LOOK OUT!!! MY BLOG HAS BEEN INVADED!!! ;P lol, nope I just hit a dry season in writing & asked the hubby if he would take a shot at it. I know, scary right?!? Just mess'n, he's a great writer... & I swear I didn't put him up to the last paragraph of this post, which makes it all the more <3 All sap aside, da-da-dada!!! Adam in his Helvetica font... cuz he can't have mine ;p ...Captain's Log, Post 1
Beth has handed the reins of the blog over to me for a
little while until I run out of things to say, or you get tired of reading it,
or she finds something to say (not sure what will happen first). First thing is, for those of you who do
not know me very well, I am not as happy go lucky as Beth. I hope I don’t offend anyone with my
posts. I will be expressing
thoughts and feelings (barf) that I normally do not, anywhere …ever, at any
time.
I wanted to explain some thought processes that occur in a
father’s brain when autism is diagnosed.
The feelings that follow, and, in my cases, the anger that ensues.

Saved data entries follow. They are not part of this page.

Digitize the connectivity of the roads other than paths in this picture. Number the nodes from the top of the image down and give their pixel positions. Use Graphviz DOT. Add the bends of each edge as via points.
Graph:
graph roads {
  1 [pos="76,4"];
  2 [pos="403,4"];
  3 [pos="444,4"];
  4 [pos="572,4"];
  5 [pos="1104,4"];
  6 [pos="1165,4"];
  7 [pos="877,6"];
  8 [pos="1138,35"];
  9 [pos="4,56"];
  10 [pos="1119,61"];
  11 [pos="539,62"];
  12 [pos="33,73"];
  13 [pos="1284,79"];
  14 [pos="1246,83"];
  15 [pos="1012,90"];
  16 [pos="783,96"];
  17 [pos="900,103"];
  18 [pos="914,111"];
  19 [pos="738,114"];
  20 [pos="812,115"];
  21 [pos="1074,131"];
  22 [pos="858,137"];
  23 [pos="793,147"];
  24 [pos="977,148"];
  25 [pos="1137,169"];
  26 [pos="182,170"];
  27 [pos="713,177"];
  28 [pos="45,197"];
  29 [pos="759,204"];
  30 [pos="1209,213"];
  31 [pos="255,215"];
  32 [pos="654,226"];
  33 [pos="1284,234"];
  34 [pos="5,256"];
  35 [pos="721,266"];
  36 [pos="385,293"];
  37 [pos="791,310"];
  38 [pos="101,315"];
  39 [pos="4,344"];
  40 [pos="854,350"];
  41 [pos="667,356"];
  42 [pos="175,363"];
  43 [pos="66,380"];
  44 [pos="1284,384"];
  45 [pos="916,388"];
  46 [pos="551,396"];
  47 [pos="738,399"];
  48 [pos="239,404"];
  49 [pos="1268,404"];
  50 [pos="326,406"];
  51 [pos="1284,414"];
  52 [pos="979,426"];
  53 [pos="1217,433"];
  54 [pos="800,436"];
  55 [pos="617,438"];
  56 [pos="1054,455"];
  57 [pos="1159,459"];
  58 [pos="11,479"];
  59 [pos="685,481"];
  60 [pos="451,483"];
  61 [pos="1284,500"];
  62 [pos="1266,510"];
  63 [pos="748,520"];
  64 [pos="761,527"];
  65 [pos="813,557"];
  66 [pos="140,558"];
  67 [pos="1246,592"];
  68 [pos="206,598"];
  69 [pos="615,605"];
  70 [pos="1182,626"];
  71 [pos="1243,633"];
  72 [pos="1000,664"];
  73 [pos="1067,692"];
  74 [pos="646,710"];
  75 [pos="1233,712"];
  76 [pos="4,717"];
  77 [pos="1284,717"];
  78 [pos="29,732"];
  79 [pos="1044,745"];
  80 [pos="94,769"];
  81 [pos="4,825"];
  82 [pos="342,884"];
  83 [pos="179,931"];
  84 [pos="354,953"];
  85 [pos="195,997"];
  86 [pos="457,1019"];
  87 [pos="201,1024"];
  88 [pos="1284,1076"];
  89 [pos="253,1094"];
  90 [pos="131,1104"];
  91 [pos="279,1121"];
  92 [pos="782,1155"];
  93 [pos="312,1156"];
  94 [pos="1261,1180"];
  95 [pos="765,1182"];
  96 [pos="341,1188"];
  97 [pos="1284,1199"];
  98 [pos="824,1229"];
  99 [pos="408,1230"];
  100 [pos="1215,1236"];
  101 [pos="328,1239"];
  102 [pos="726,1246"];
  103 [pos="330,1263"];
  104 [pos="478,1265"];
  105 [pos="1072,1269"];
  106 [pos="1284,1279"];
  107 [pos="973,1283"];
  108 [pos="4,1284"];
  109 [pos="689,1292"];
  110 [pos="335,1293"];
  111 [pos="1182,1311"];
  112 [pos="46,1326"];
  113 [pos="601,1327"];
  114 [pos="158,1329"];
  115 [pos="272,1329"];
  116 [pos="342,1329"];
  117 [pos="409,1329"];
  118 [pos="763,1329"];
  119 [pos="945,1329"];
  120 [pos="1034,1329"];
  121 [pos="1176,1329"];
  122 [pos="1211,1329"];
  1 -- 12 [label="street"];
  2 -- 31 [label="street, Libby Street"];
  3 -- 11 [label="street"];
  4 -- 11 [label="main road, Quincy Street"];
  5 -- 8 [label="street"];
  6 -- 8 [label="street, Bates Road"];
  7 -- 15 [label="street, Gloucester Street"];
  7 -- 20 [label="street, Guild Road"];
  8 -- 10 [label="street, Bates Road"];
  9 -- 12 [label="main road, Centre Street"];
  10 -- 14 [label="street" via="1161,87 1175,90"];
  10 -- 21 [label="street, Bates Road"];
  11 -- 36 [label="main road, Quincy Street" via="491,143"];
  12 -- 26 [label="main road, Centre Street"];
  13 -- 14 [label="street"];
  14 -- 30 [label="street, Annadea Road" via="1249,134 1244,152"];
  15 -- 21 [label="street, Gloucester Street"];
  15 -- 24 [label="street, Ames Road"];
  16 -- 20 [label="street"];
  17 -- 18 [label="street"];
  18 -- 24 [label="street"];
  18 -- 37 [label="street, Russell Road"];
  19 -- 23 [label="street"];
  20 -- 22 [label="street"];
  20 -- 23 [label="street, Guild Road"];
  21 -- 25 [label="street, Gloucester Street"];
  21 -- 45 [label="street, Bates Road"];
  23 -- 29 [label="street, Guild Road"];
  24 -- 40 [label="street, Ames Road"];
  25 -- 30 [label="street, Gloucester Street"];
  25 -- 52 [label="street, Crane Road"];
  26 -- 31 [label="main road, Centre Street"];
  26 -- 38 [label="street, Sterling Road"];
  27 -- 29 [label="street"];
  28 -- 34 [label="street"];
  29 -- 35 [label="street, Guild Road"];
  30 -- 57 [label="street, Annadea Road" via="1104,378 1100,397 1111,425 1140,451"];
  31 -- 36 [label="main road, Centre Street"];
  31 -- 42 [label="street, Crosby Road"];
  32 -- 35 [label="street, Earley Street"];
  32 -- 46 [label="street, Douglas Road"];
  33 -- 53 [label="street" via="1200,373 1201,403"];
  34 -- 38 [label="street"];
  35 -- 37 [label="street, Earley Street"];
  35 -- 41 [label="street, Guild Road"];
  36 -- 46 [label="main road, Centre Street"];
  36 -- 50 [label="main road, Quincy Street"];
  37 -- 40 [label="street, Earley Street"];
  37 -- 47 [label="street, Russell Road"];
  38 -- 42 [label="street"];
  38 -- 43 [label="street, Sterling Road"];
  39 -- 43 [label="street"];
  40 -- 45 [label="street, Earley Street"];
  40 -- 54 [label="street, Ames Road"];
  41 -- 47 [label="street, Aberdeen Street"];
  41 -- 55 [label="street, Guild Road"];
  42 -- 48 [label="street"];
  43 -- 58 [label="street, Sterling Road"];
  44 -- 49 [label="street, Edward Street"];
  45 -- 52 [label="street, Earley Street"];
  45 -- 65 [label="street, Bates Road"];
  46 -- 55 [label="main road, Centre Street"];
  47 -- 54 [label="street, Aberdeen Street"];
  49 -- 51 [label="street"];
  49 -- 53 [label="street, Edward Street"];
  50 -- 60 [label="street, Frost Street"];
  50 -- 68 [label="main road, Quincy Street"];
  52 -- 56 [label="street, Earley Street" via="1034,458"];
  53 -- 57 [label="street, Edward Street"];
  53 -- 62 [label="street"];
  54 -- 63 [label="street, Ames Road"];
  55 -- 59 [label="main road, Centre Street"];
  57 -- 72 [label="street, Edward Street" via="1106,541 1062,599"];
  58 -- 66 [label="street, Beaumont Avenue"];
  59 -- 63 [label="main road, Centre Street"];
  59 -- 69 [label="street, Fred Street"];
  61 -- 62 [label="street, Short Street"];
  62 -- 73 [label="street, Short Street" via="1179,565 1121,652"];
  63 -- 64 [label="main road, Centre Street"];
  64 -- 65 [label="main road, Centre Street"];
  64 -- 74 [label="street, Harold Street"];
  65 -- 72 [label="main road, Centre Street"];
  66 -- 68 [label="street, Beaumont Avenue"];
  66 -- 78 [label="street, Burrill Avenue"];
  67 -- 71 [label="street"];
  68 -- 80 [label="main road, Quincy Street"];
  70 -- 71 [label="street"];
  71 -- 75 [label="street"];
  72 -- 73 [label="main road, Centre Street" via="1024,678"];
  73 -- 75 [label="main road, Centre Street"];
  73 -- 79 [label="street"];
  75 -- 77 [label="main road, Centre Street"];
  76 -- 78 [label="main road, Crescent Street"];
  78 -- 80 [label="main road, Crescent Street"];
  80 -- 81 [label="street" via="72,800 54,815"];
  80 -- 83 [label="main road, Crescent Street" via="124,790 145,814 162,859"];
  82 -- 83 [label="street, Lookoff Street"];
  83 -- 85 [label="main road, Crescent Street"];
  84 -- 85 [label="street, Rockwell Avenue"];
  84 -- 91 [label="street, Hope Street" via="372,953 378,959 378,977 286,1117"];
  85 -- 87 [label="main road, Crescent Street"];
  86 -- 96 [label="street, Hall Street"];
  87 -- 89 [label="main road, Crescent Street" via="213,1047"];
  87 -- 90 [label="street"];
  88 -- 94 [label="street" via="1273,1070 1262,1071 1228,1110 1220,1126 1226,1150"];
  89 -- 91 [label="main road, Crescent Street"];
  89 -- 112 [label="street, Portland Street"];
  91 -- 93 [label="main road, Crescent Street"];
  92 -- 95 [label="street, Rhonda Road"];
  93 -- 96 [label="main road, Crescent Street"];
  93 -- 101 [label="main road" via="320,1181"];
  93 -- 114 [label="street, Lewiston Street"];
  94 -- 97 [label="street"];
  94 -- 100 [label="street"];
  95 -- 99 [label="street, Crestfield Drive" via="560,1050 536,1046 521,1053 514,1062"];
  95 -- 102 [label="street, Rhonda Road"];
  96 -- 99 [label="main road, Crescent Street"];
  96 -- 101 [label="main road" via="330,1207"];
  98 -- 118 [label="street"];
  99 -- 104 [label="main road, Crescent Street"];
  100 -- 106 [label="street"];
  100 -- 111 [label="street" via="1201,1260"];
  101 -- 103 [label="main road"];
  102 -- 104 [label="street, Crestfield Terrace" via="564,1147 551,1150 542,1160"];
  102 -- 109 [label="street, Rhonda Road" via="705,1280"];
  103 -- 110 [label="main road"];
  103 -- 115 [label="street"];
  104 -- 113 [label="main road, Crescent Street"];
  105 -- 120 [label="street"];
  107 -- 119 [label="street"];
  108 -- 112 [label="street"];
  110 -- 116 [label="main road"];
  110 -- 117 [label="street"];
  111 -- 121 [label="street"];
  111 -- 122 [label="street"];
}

In 2008, just like Beth, when we got the diagnosis for our
twin boys, I had no idea what autism was, what caused it, or how to treat
it. I thought that some magic
pills or quick therapy would take care of it. I was very emotionless when I found out, partly because I
was just reintegrating back home from my first “lovely” trip to Iraq. I had no idea what I was in for and it
was probably better that way (I still have no idea). “Fixing it” was my plan but I had no way of executing it
(the plan, not the…. well you know).
I thought “no big deal, not sure what autism is, but we can fix it,
right?” To my horror, this
mechanic cannot fix autism. After
the realization hit that I could not fix my sons, I became angry. I was already angry from just serving a
year in combat while others did not, in a war that… well… I may discuss that in
another post… anyways, I was angry.
Then I just became numb.
Numb to Carson, numb to the twins, numb to our newborn daughter, and
most harmful of all, I became numb to Beth. I was powerless, confused, ashamed, bitter, and angry. No one to blame, no one to fight, and
no one could help. At this point I
wish I could say that I reconnected with God and He led me to a better place
and all is well, but I can’t.
Combat and autism have brought me to the lowest state I could have
imagined, even to questioning the existence of God.
However, there has been some personal growth that I would
not have had if I missed out on autism (the jury is still out on the “good” of
combat). My measure of success has
been dramatically altered. For
example, if Devyn just tastes a different food other than one of his six staple
things, we get very excited. Every
time Devyn talks unprompted, I regain some motivation and even smile. Instead of having a larger TV, nicer
truck, a man cave, or any “normal” goals a man might have, I throw money at an
additional therapy or something, hopefully fun, that all of us can do
together. I am not saying that
there is anything wrong with those goals… it’s just not for me.
Another positive is that autism keeps me thinking about what
is next, looking forward. In the
army I have learned to plan, and plan, and plan some more about what might go
wrong with the other plans. This
has helped tremendously in the world of autism because I have had to fix things
I would never have imagined before.
For example, the twins got a renovated room over Christmas break. It was not what I had planned. I am probably one of the only people in
America that is putting up paneling while everyone else is tearing it
down. The reason I put up paneling
is that Devyn hopefully won’t bust through it as easily & it should prevent
him from chewing on something not good for him, like drywall. This is just one of many stories.
Finally, it has kept me focused on here and now. Beth and I have had to discuss the
possibilities of inpatient programs and other scenarios. We talked about when, why, and where do
you draw the line as far as safety for the boys and the family. We have a unique ability to discuss heart-wrenching
topics very matter-a-fact like in a similar way other couples discuss vacation
plans or sporting events the kids are apart of. This is one reason that I am still angry. I am not angry with God, the twins,
Beth, or anyone… just angry.
I don’t think I have ever asked the “why” …however, I have
asked on many occasions the “what now?”
Sometimes it is a hopeful “what’s next” but most of the time its “how am
I going to fix that and how much is it going to be to fix and how do I stop it
from happening again?”
Unlike Beth, I probably will not be ending posts with an
upbeat sense of the future. There
are times… most times to be honest… I just struggle to get through the hours of
a day and try not to think about “what’s next”. I have added a step to the grieving process, or taken away
one, apathy. It is very difficult
to get out of when you have been stuck in it for so many years. Beth is amazing and loves me no matter
how bitter, angry, and apathetic I am most days, but I am slowly digging my way
out.
Couldn't resist: Second deploy, on leave.